Manufacturing KPIs (Key Performance Indicators) are measurable values that track how effectively a factory achieves its production, quality, delivery, and cost objectives. The right KPIs make problems visible, drive daily decision-making, and create accountability across the shop floor. This guide covers the 12 metrics that matter most, how to calculate each one, what good looks like, and how to build dashboards that people actually use. 

Written by David Collins III, CEO of Manufacturing Transformation Group. Based on 14 years of factory improvement work across 400+ manufacturing facilities.

Why Most Factory KPI Programs Fail

There are two types of factory KPI programs: almost non-existent or far too many. They are diametrically opposite but produce the same results: no one is tracking performance in a meaningful way. 

Factories with almost no KPIs are typically run by owners that do not understand manufacturing well. Their only KPIs is production or keeping the line moving. Some companies care only that product goes out the door to meet customer demand. The factories do not track how much rework, scrap, or labor is needed. In China, factories like this primarily care about increasing volume believing that high volumes solve all manufacturing challenges. 

The type are companies that just produce to keep the line running. MTG worked with a US company that had more than 3 months of production in warehouses. They did not track the SKUs their customers bought and keep producing to be ready for any order type. It was hugely inefficient. 

The flip are factories that that track 30 or 40 KPIs. Binders full of charts. Dashboards nobody opens. Monthly reports that arrive three weeks late because somebody has to run around gathering the data. 

The result is always the same: nobody acts on any of them.

The problem is not a lack of data. It is a lack of focus. Research shows the human brain retains about three numbers effectively.
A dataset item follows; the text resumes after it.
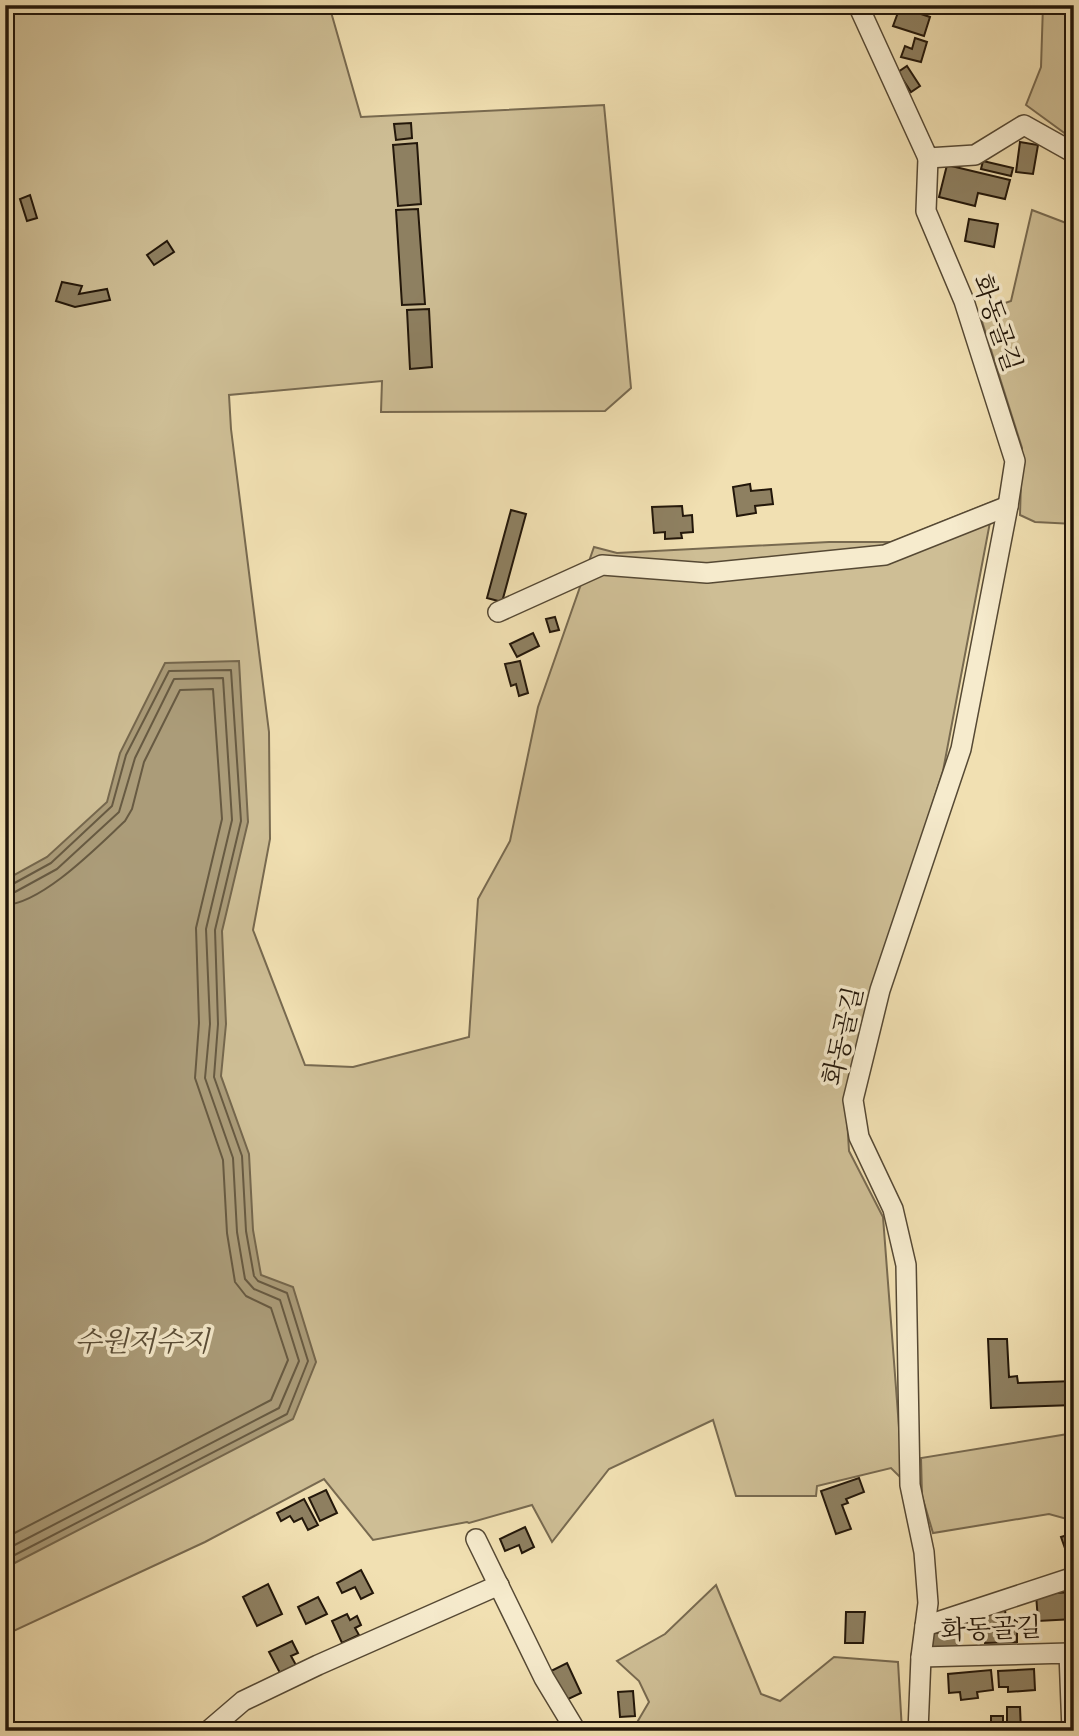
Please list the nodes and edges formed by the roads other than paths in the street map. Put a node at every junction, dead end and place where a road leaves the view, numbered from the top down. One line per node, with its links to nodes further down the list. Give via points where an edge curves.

When you give a production supervisor 15 KPIs, they track zero. When you give them three, they own all three.

The approach that works: 3-4 KPIs per department or production line, reviewed daily. That means a factory with four departments might have 12-16 total KPIs across the organization — but no single team is responsible for more than four.

Here are the 12 that consistently drive the most improvement across the factories we work with.

Production KPIs

1. OEE (Overall Equipment Effectiveness)

What it measures: The percentage of planned production time that is truly productive.

Formula: OEE = Availability × Performance × Quality

  • Availability = Run Time ÷ Planned Production Time
  • Performance = (Ideal Cycle Time × Total Count) ÷ Run Time
  • Quality = Good Count ÷ Total Count

Why it matters: OEE is the single most powerful manufacturing KPI because it reveals hidden capacity. Most factories run at 40-60% OEE, meaning 40-60% of their production capacity is being lost to stoppages, slowdowns, and defects. A factory running at 50% OEE that improves to 65% has effectively added 30% more capacity without buying a single machine.

Targets: World-class is 85%+. Most factories start at 40-60%. Improving from 50% to 65% in 6-12 months is realistic with focused effort.

We wrote a complete guide on how to calculate and improve OEE with step-by-step examples.

2. Capacity Utilization

What it measures: How much of your total available capacity you are actually using.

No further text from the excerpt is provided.